PM_Noble_01: Color Prediction

The Optical Properties - Noble Property Model, available with the Property Model Calculator and the Noble Metal Alloys Model Library, is used to simulate the color, reflection, and transmission of light, based on modeling the alloy microstructure and the resulting optical properties. This model is currently applicable for the Au-Al-Ag-Cu-Pt system.

For more information about the Property Model, see About the Optical Properties - Noble Metals Property Model and Optical Properties - Noble Metals Property Model Settings.

This example uses the Property Model Calculator with the Optical Properties - Noble Property Model.

The example demonstrates three use cases for simulating color in the Ag-Au-Cu alloy system (1) screening the color of the alloy system (2) designing a green-gold alloy by adjusting Ag content, and (3) visualizing the impact of alloy thickness and light incident angle on color.

  • Folder: Property Models → Noble Metals
  • File name: PM_Noble_01_Color_Prediction.tcu

To run calculations with the Noble Metal Alloys Models (as part of the Noble Metal Alloys Model Library) requires a valid maintenance license plus a license for the TCNOBL (version 3 and newer) database.

Visualizations

Many of our Graphical Mode examples have video tutorials, which you can access in a variety of ways. When in Thermo‑Calc, from the menu select Help → Video Tutorials, or from the main My Project window, click Video Tutorials.

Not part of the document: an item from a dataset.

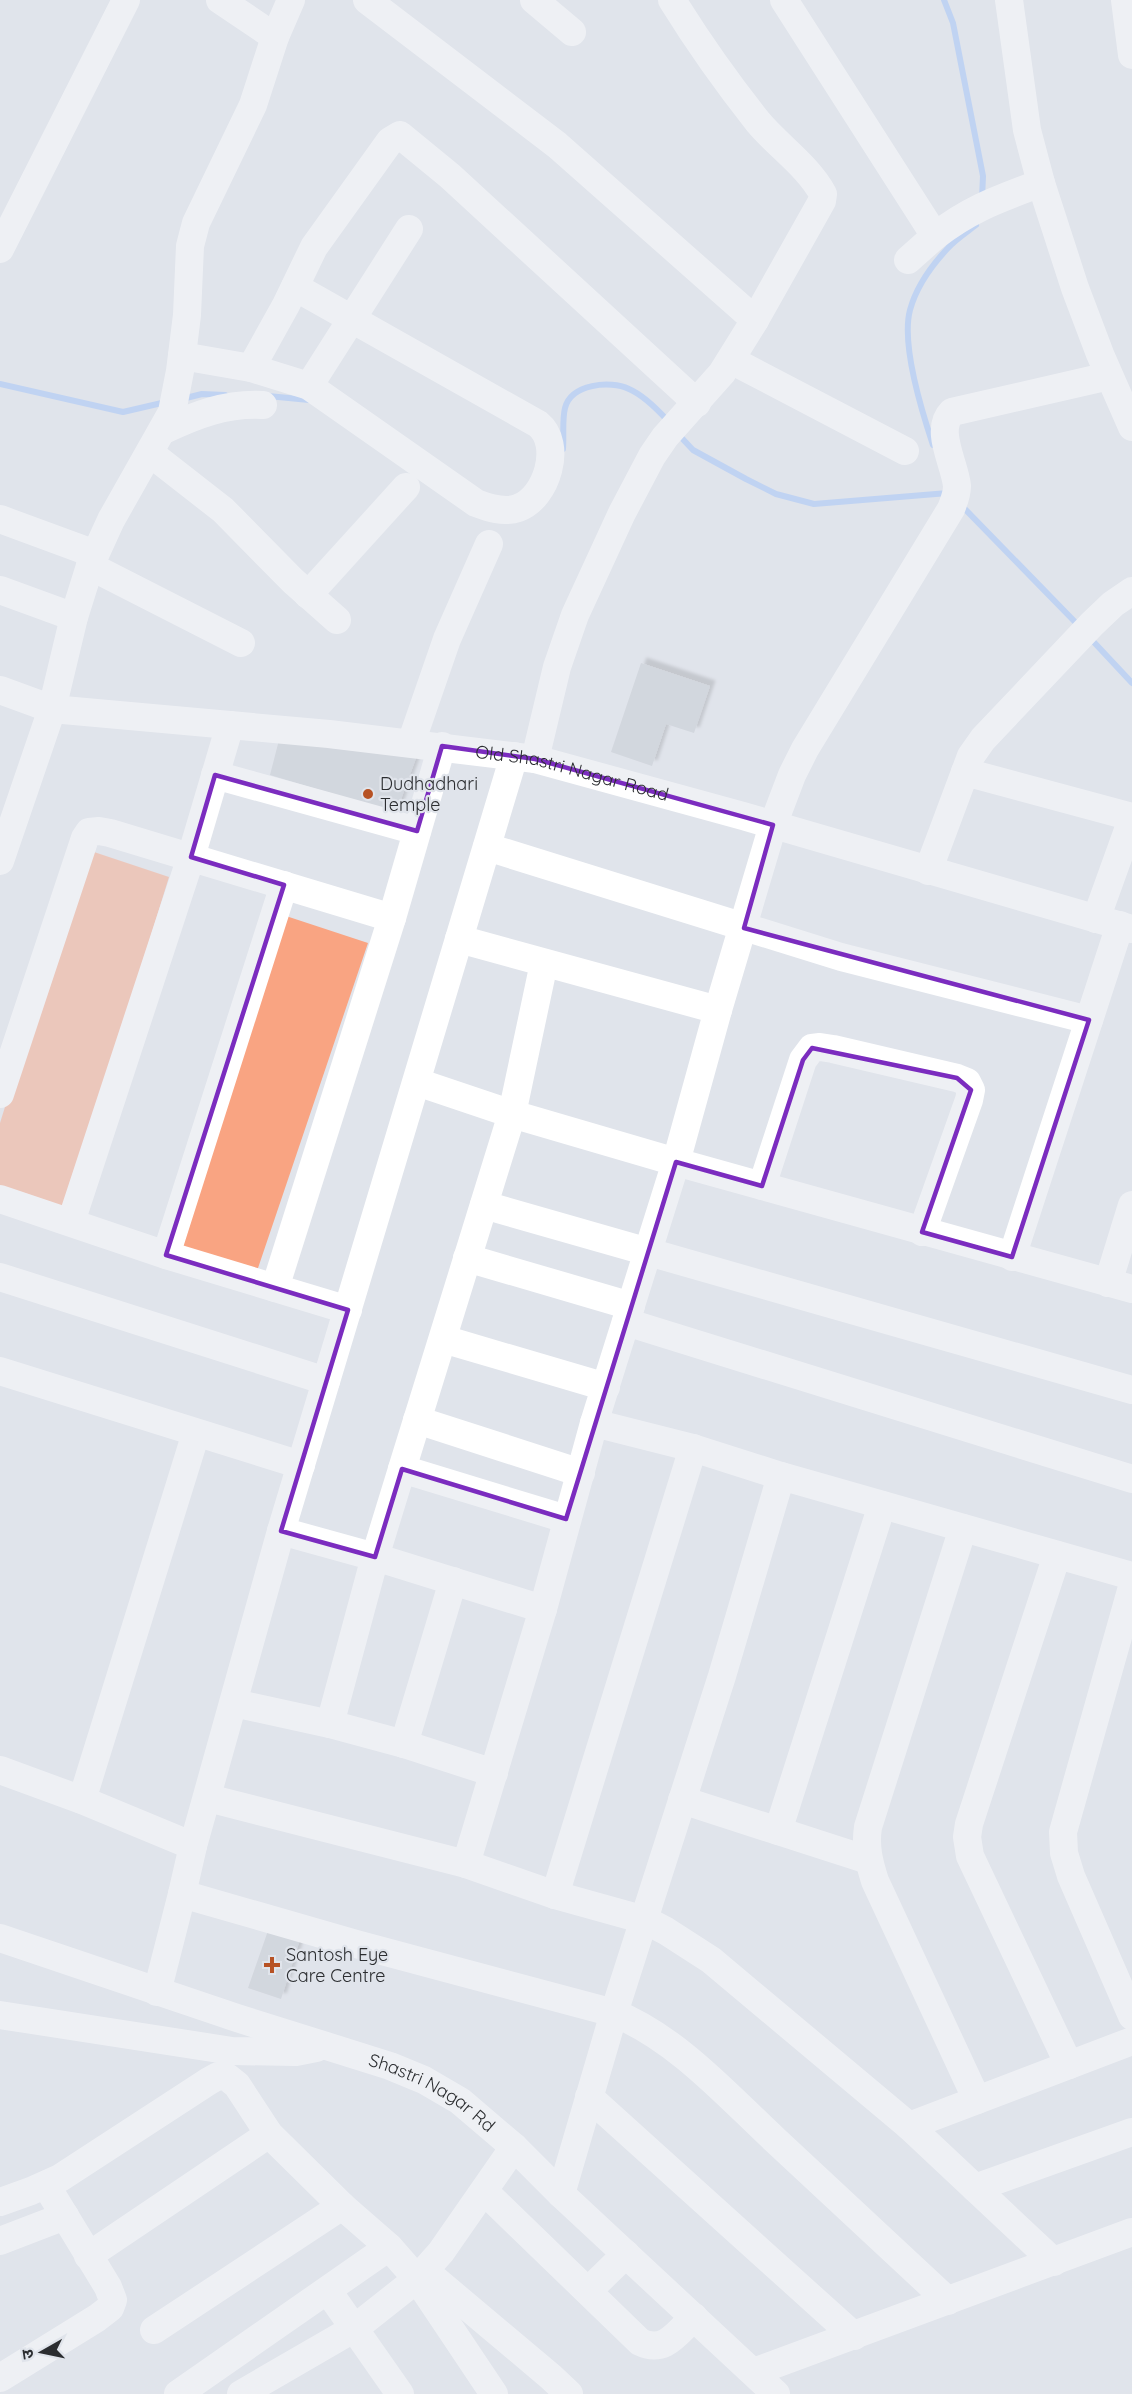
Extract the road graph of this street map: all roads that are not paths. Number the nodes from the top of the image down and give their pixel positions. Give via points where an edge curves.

Alternately, you can go to the website or our YouTube channel.

Open the example project file to review the node setup on the Project window and the associated settings on the Configuration window for each node. For some types of projects, you can also adjust settings on the Plot Renderer Configuration window to preview results before performing the simulation. Click Perform Tree to generate plots and tables to see the results on the Visualizations window.

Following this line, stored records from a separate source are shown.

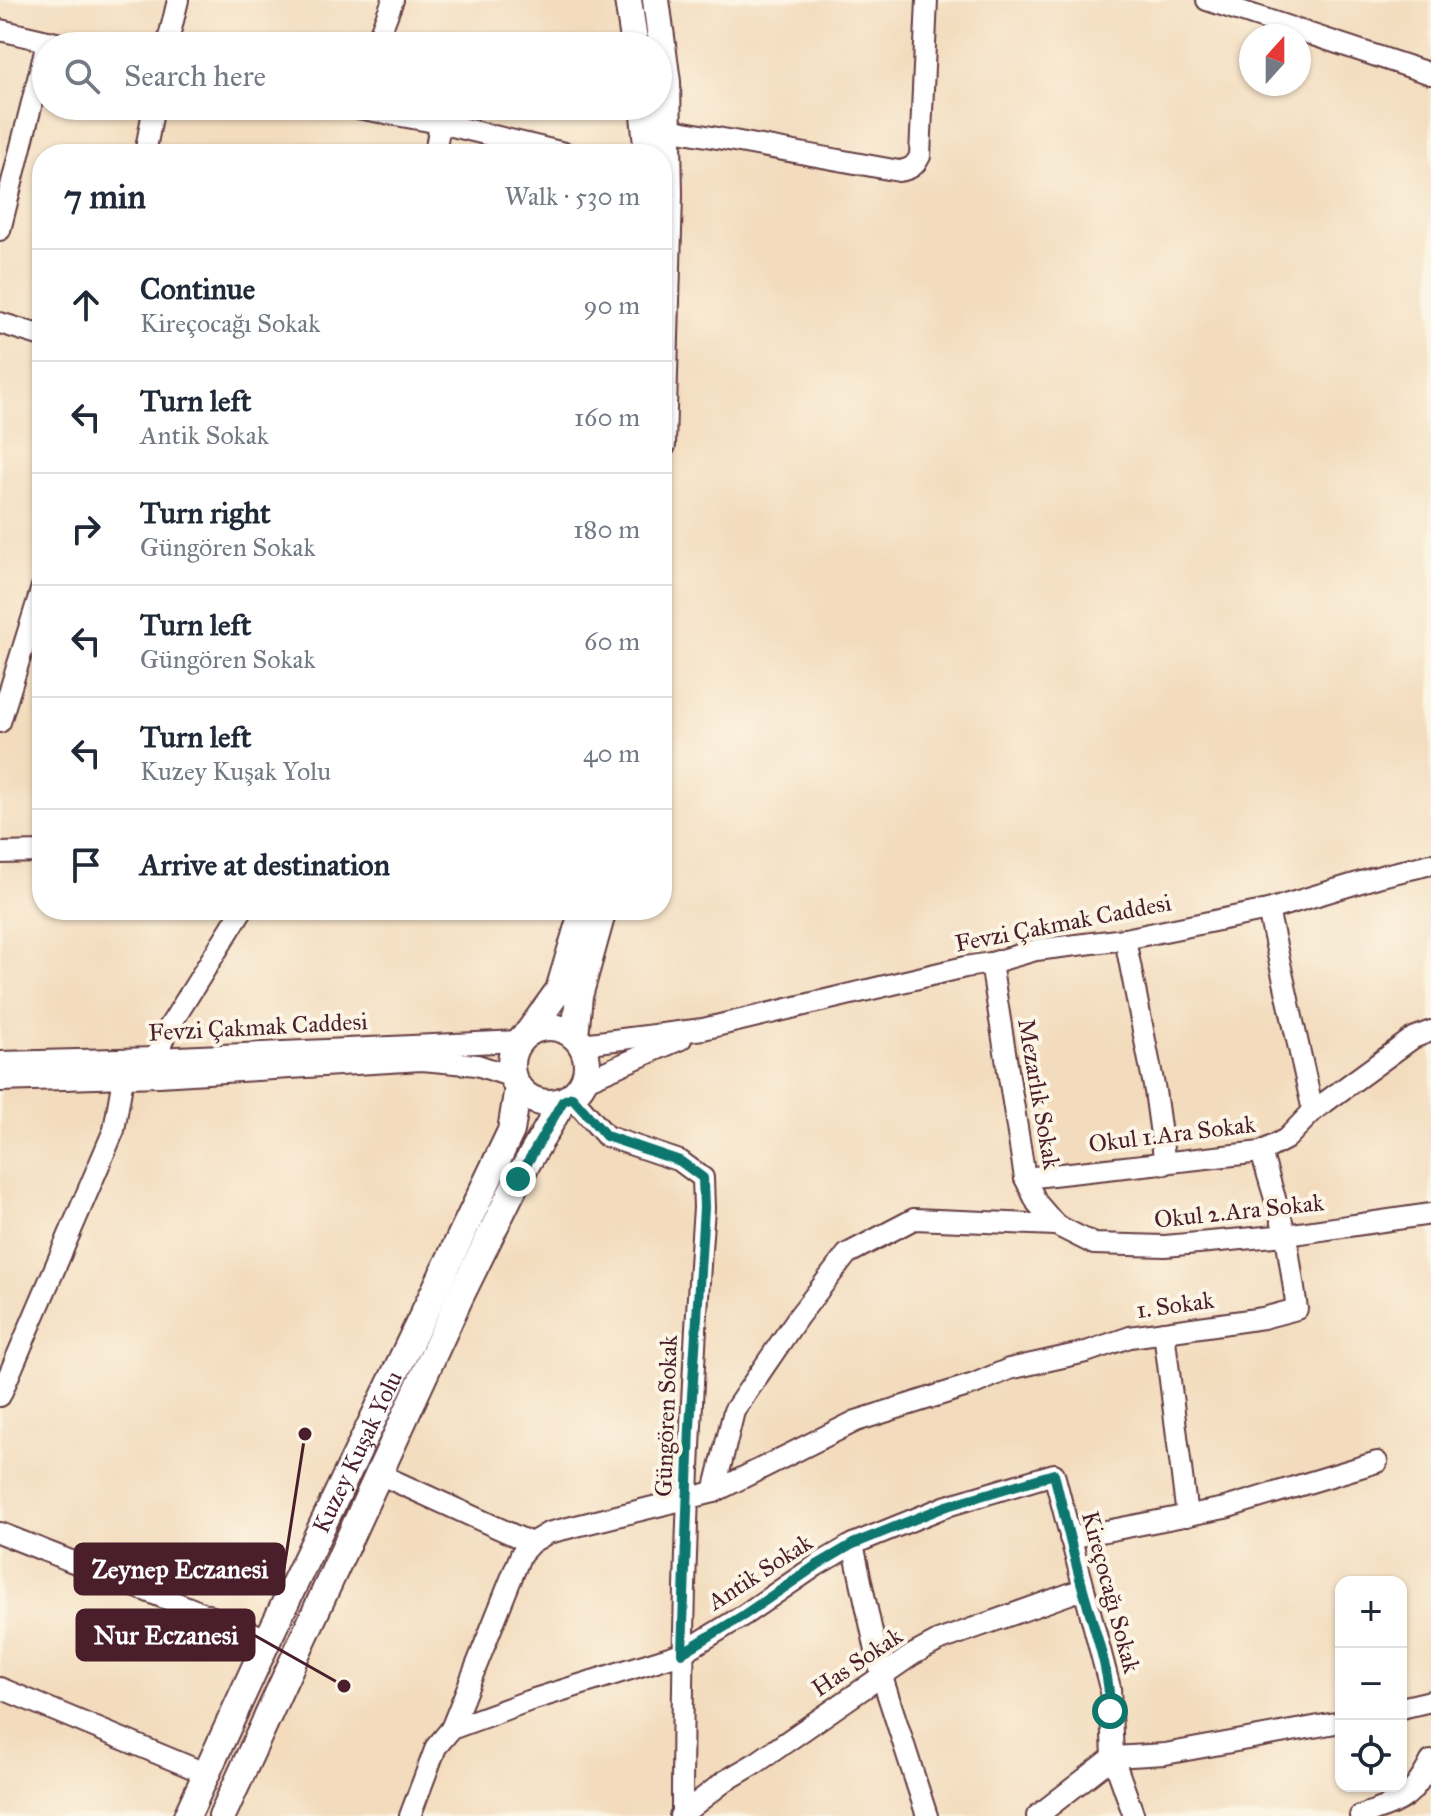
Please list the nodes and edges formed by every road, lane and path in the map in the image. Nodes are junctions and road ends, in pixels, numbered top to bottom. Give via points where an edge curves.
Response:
1 (178, 0) edge
2 (393, 0) edge
3 (656, 0) edge
4 (927, 0) edge
5 (1207, 0) edge
6 (623, 3) edge
7 (0, 30) edge
8 (170, 32) edge
9 (380, 32) edge
10 (631, 32) edge
11 (660, 32) edge
12 (32, 40) edge
13 (1431, 74) edge
14 (32, 104) edge
15 (151, 120) edge
16 (424, 120) edge
17 (644, 120) edge
18 (668, 120) edge
19 (440, 123) junction
20 (668, 129) junction
21 (147, 144) edge
22 (437, 144) edge
23 (527, 144) edge
24 (647, 144) edge
25 (668, 144) edge
26 (0, 230) edge
27 (0, 323) edge
28 (32, 333) edge
29 (32, 619) edge
30 (0, 722) edge
31 (32, 852) edge
32 (0, 853) edge
33 (1431, 864) edge
34 (1268, 910) junction
35 (236, 920) edge
36 (580, 920) edge
37 (600, 920) edge
38 (1125, 939) junction
39 (991, 963) junction
40 (703, 1029) junction
41 (1431, 1031) edge
42 (523, 1037) junction
43 (578, 1040) junction
44 (156, 1058) junction
45 (0, 1062) edge
46 (123, 1078) junction
47 (0, 1081) edge
48 (515, 1082) junction
49 (573, 1093) junction
50 (1313, 1111) junction
51 (1261, 1152) junction
52 (1165, 1164) junction
53 (1025, 1178) junction
54 (1431, 1214) edge
55 (1056, 1225) junction
56 (1286, 1235) junction
57 (1164, 1332) junction
58 (0, 1396) edge
59 (1377, 1462) dead end
60 (379, 1474) junction
61 (1054, 1474) joint
62 (714, 1492) junction
63 (688, 1500) junction
64 (1187, 1516) junction
65 (0, 1533) edge
66 (1070, 1538) junction
67 (531, 1543) junction
68 (853, 1544) junction
69 (1083, 1589) junction
70 (268, 1639) junction
71 (682, 1653) junction
72 (881, 1674) junction
73 (0, 1688) edge
74 (1431, 1701) edge
75 (1407, 1707) edge
76 (1335, 1723) edge
77 (451, 1729) junction
78 (1113, 1757) junction
79 (1431, 1761) edge
80 (207, 1774) junction
81 (187, 1816) edge
82 (222, 1816) edge
83 (410, 1816) edge
84 (681, 1816) edge
85 (927, 1816) edge
86 (1037, 1816) edge
87 (1134, 1816) edge
88 (1360, 1816) edge

1 - 8 street
2 - 9 street
3 - 11 main road
4 - 20 street via 920,156 908,170
5 - 13 street
6 - 10 main road
7 - 12 street
14 - 26 street
15 - 21 street
16 - 19 street
17 - 24 main road
18 - 20 main road
19 - 22 street
19 - 23 street
20 - 25 main road
27 - 28 street
29 - 30 street
31 - 32 street
33 - 34 street, Fevzi Çakmak Caddesi
34 - 38 street, Fevzi Çakmak Caddesi
34 - 50 street
35 - 44 street via 166,1032
36 - 42 main road via 559,990
37 - 43 main road via 579,996
38 - 39 street, Fevzi Çakmak Caddesi via 1036,950
38 - 52 street
39 - 40 street, Fevzi Çakmak Caddesi
39 - 53 street, Mezarlık Sokak
40 - 43 street
40 - 49 street
41 - 50 street, Okul 1.Ara Sokak via 1413,1038
42 - 43 main road via 552,1027
42 - 44 street, Fevzi Çakmak Caddesi
42 - 48 main road via 513,1052
43 - 49 main road via 588,1063
44 - 45 street, Fevzi Çakmak Caddesi
46 - 47 street
46 - 48 street via 422,1060 477,1065
46 - 58 street via 114,1130
48 - 49 main road via 530,1099 546,1104
48 - 70 main road, Kuzey Kuşak Yolu via 511,1131
49 - 60 main road, Kuzey Kuşak Yolu via 518,1179
49 - 63 street, Güngören Sokak via 606,1136 672,1157 703,1178
50 - 51 street, Okul 1.Ara Sokak via 1286,1139
51 - 52 street, Okul 1.Ara Sokak
51 - 56 street
52 - 53 street, Okul 1.Ara Sokak
53 - 55 street, Mezarlık Sokak
54 - 56 street, Okul 2.Ara Sokak
55 - 56 street, Okul 2.Ara Sokak via 1094,1244 1123,1246
55 - 62 street via 914,1219 847,1254 734,1411
56 - 57 street, 1. Sokak via 1297,1309
57 - 62 street, 1. Sokak via 1009,1369 856,1421
57 - 64 street
59 - 64 street
60 - 67 street
60 - 82 main road, Kuzey Kuşak Yolu
61 - 66 street, Kireçocağı Sokak
61 - 68 street, Antik Sokak via 947,1506
62 - 63 street, 1. Sokak
63 - 67 street, 1. Sokak via 548,1533
63 - 71 street, Güngören Sokak
64 - 66 street
65 - 70 street
66 - 69 street, Kireçocağı Sokak
67 - 77 street via 521,1554
68 - 71 street, Antik Sokak
68 - 72 street
69 - 72 street, Has Sokak via 938,1641
69 - 78 street, Kireçocağı Sokak via 1110,1688
70 - 80 main road, Kuzey Kuşak Yolu
71 - 77 street, Antik Sokak
71 - 84 street, Güngören Sokak
72 - 84 street, Has Sokak
72 - 85 street
73 - 80 street
74 - 75 street
76 - 78 street via 1165,1754
77 - 83 street via 432,1755
78 - 86 street
78 - 87 street, Kireçocağı Sokak
79 - 88 street via 1413,1793
80 - 81 main road, Kuzey Kuşak Yolu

When you run (Perform) this example, it takes a few minutes for the calculations to complete.

Screening the Color of the Ag-Au-Cu Alloy System

  • The entire composition space was screened with a 2 wt.% step size.
  • Alloys were annealed at 873.15 K to reach equilibrium phases and compositions for accurate color prediction.
  • The standard illuminant is D65 noon daylight, with a 2˚ standard observer. The material is assumed to be opaque with a thickness of 10,000 nm.
  • Some color predictions near the 20–40 wt.% Cu region require model accuracy improvements.

Color prediction for Ag-Au-Cu alloy. Table values for delta E

Color prediction for Ag-Au-Cu alloy.

Figure 1: Color prediction for Ag-Au-Cu alloy.

Designing a Green Gold Alloy by Adjusting Ag Content in Au-10Cu-xAg Alloys

  • ΔE calculation box was chosen to enable the measurement of color differences.
  • Target color in Lab color space is [95, -13, 25], representing a light green shade.

Change of color difference (ΔE) between the targeting light green gold and the simulated alloy when changing Ag content.

Figure 2: Change of color difference (ΔE) between the targeting light green gold and the simulated alloy when changing Ag content.

Visualizing the Impact of Alloy Thickness and Light Incident Angle on Color

  • Intercritical annealing was not selected, as pure gold is in the FCC phase and does not require equilibrium calculations.
  • As material thickness increases, the color of gold tends to approach the bulk gold color observed in macroscopic samples.

Color of pure gold varies with different light incident angles and material thicknesses.

Figure 3: Color of pure gold varies with different light incident angles and material thicknesses.